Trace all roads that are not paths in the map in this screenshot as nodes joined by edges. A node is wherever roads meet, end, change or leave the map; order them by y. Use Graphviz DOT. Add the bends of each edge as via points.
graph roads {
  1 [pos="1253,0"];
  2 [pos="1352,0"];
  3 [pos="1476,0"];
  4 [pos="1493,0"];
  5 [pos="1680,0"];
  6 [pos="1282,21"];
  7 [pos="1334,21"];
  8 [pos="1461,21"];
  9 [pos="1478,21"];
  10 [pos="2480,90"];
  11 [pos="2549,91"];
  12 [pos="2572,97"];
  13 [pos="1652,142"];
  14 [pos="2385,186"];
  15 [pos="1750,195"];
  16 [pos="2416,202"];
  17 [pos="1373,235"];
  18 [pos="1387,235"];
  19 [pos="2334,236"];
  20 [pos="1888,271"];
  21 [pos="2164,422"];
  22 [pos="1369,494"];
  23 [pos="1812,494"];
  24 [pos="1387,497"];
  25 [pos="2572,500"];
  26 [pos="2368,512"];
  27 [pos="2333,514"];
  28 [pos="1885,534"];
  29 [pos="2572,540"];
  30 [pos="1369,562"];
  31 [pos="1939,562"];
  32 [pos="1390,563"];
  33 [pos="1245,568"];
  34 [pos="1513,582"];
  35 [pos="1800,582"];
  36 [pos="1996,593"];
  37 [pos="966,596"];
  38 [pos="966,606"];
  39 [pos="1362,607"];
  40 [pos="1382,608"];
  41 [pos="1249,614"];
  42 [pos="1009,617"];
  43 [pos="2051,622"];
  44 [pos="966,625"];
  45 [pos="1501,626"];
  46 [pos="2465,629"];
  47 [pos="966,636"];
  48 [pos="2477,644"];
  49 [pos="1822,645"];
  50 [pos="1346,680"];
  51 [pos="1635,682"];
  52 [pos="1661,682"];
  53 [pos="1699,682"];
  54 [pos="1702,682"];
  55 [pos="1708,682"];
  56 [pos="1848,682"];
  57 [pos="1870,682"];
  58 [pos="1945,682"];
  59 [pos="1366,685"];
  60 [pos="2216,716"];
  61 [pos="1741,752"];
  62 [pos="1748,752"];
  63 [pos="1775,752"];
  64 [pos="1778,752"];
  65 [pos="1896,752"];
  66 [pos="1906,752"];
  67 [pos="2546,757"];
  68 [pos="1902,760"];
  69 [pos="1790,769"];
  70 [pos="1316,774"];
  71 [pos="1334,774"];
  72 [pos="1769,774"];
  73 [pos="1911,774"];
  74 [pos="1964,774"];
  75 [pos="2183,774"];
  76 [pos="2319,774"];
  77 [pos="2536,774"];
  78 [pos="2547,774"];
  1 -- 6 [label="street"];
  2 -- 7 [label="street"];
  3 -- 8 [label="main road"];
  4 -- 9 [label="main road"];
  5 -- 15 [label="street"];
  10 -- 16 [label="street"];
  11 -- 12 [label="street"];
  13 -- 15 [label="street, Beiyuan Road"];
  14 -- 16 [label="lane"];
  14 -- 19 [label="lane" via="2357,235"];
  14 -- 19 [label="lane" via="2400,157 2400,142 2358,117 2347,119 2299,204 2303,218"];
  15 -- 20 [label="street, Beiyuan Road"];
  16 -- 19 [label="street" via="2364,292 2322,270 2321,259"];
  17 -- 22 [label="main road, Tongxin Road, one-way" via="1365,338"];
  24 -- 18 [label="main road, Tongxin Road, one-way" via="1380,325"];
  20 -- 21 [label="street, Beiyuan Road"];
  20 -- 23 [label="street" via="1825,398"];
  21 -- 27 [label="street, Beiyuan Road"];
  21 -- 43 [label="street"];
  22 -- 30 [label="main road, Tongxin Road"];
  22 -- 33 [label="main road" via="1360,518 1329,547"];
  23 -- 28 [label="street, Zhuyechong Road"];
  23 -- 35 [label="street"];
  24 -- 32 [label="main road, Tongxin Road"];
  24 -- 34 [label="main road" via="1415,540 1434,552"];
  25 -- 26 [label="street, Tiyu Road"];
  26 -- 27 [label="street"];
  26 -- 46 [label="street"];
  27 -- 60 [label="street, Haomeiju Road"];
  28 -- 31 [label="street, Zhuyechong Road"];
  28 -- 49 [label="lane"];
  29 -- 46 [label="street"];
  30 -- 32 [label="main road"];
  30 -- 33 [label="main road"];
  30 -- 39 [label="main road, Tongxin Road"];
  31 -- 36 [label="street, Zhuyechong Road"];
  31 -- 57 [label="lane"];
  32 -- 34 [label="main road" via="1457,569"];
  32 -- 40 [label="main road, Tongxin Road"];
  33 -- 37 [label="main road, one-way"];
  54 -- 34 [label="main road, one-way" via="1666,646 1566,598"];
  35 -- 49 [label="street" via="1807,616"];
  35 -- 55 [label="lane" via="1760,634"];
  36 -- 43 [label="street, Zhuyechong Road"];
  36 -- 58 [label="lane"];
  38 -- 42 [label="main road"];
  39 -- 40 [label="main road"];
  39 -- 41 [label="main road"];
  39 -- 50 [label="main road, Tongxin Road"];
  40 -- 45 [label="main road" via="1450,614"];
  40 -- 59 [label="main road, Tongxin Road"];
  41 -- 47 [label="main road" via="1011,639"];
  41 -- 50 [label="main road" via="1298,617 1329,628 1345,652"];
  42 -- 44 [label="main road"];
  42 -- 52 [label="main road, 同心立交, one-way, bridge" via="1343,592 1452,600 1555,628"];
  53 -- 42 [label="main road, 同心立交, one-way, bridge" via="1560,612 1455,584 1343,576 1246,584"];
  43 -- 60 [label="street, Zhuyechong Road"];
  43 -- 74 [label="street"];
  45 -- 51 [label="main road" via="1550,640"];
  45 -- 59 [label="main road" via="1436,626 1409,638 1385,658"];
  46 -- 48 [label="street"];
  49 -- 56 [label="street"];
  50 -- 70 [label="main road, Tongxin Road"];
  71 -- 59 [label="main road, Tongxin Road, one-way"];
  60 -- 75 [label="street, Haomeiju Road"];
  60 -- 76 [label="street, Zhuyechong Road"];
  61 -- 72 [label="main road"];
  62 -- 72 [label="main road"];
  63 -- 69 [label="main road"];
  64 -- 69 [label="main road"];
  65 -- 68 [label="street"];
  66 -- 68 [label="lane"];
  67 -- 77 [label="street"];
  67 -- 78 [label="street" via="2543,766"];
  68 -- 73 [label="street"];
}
^^^^
Reprint the entries above in full, exactly as they are.

[WRITTEN ANSWER]
Trace all roads that are not paths in the map in this screenshot as nodes joined by edges. A node is wherever roads meet, end, change or leave the map; order them by y. Use Graphviz DOT. Add the bends of each edge as via points.
graph roads {
  1 [pos="1253,0"];
  2 [pos="1352,0"];
  3 [pos="1476,0"];
  4 [pos="1493,0"];
  5 [pos="1680,0"];
  6 [pos="1282,21"];
  7 [pos="1334,21"];
  8 [pos="1461,21"];
  9 [pos="1478,21"];
  10 [pos="2480,90"];
  11 [pos="2549,91"];
  12 [pos="2572,97"];
  13 [pos="1652,142"];
  14 [pos="2385,186"];
  15 [pos="1750,195"];
  16 [pos="2416,202"];
  17 [pos="1373,235"];
  18 [pos="1387,235"];
  19 [pos="2334,236"];
  20 [pos="1888,271"];
  21 [pos="2164,422"];
  22 [pos="1369,494"];
  23 [pos="1812,494"];
  24 [pos="1387,497"];
  25 [pos="2572,500"];
  26 [pos="2368,512"];
  27 [pos="2333,514"];
  28 [pos="1885,534"];
  29 [pos="2572,540"];
  30 [pos="1369,562"];
  31 [pos="1939,562"];
  32 [pos="1390,563"];
  33 [pos="1245,568"];
  34 [pos="1513,582"];
  35 [pos="1800,582"];
  36 [pos="1996,593"];
  37 [pos="966,596"];
  38 [pos="966,606"];
  39 [pos="1362,607"];
  40 [pos="1382,608"];
  41 [pos="1249,614"];
  42 [pos="1009,617"];
  43 [pos="2051,622"];
  44 [pos="966,625"];
  45 [pos="1501,626"];
  46 [pos="2465,629"];
  47 [pos="966,636"];
  48 [pos="2477,644"];
  49 [pos="1822,645"];
  50 [pos="1346,680"];
  51 [pos="1635,682"];
  52 [pos="1661,682"];
  53 [pos="1699,682"];
  54 [pos="1702,682"];
  55 [pos="1708,682"];
  56 [pos="1848,682"];
  57 [pos="1870,682"];
  58 [pos="1945,682"];
  59 [pos="1366,685"];
  60 [pos="2216,716"];
  61 [pos="1741,752"];
  62 [pos="1748,752"];
  63 [pos="1775,752"];
  64 [pos="1778,752"];
  65 [pos="1896,752"];
  66 [pos="1906,752"];
  67 [pos="2546,757"];
  68 [pos="1902,760"];
  69 [pos="1790,769"];
  70 [pos="1316,774"];
  71 [pos="1334,774"];
  72 [pos="1769,774"];
  73 [pos="1911,774"];
  74 [pos="1964,774"];
  75 [pos="2183,774"];
  76 [pos="2319,774"];
  77 [pos="2536,774"];
  78 [pos="2547,774"];
  1 -- 6 [label="street"];
  2 -- 7 [label="street"];
  3 -- 8 [label="main road"];
  4 -- 9 [label="main road"];
  5 -- 15 [label="street"];
  10 -- 16 [label="street"];
  11 -- 12 [label="street"];
  13 -- 15 [label="street, Beiyuan Road"];
  14 -- 16 [label="lane"];
  14 -- 19 [label="lane" via="2357,235"];
  14 -- 19 [label="lane" via="2400,157 2400,142 2358,117 2347,119 2299,204 2303,218"];
  15 -- 20 [label="street, Beiyuan Road"];
  16 -- 19 [label="street" via="2364,292 2322,270 2321,259"];
  17 -- 22 [label="main road, Tongxin Road, one-way" via="1365,338"];
  24 -- 18 [label="main road, Tongxin Road, one-way" via="1380,325"];
  20 -- 21 [label="street, Beiyuan Road"];
  20 -- 23 [label="street" via="1825,398"];
  21 -- 27 [label="street, Beiyuan Road"];
  21 -- 43 [label="street"];
  22 -- 30 [label="main road, Tongxin Road"];
  22 -- 33 [label="main road" via="1360,518 1329,547"];
  23 -- 28 [label="street, Zhuyechong Road"];
  23 -- 35 [label="street"];
  24 -- 32 [label="main road, Tongxin Road"];
  24 -- 34 [label="main road" via="1415,540 1434,552"];
  25 -- 26 [label="street, Tiyu Road"];
  26 -- 27 [label="street"];
  26 -- 46 [label="street"];
  27 -- 60 [label="street, Haomeiju Road"];
  28 -- 31 [label="street, Zhuyechong Road"];
  28 -- 49 [label="lane"];
  29 -- 46 [label="street"];
  30 -- 32 [label="main road"];
  30 -- 33 [label="main road"];
  30 -- 39 [label="main road, Tongxin Road"];
  31 -- 36 [label="street, Zhuyechong Road"];
  31 -- 57 [label="lane"];
  32 -- 34 [label="main road" via="1457,569"];
  32 -- 40 [label="main road, Tongxin Road"];
  33 -- 37 [label="main road, one-way"];
  54 -- 34 [label="main road, one-way" via="1666,646 1566,598"];
  35 -- 49 [label="street" via="1807,616"];
  35 -- 55 [label="lane" via="1760,634"];
  36 -- 43 [label="street, Zhuyechong Road"];
  36 -- 58 [label="lane"];
  38 -- 42 [label="main road"];
  39 -- 40 [label="main road"];
  39 -- 41 [label="main road"];
  39 -- 50 [label="main road, Tongxin Road"];
  40 -- 45 [label="main road" via="1450,614"];
  40 -- 59 [label="main road, Tongxin Road"];
  41 -- 47 [label="main road" via="1011,639"];
  41 -- 50 [label="main road" via="1298,617 1329,628 1345,652"];
  42 -- 44 [label="main road"];
  42 -- 52 [label="main road, 同心立交, one-way, bridge" via="1343,592 1452,600 1555,628"];
  53 -- 42 [label="main road, 同心立交, one-way, bridge" via="1560,612 1455,584 1343,576 1246,584"];
  43 -- 60 [label="street, Zhuyechong Road"];
  43 -- 74 [label="street"];
  45 -- 51 [label="main road" via="1550,640"];
  45 -- 59 [label="main road" via="1436,626 1409,638 1385,658"];
  46 -- 48 [label="street"];
  49 -- 56 [label="street"];
  50 -- 70 [label="main road, Tongxin Road"];
  71 -- 59 [label="main road, Tongxin Road, one-way"];
  60 -- 75 [label="street, Haomeiju Road"];
  60 -- 76 [label="street, Zhuyechong Road"];
  61 -- 72 [label="main road"];
  62 -- 72 [label="main road"];
  63 -- 69 [label="main road"];
  64 -- 69 [label="main road"];
  65 -- 68 [label="street"];
  66 -- 68 [label="lane"];
  67 -- 77 [label="street"];
  67 -- 78 [label="street" via="2543,766"];
  68 -- 73 [label="street"];
}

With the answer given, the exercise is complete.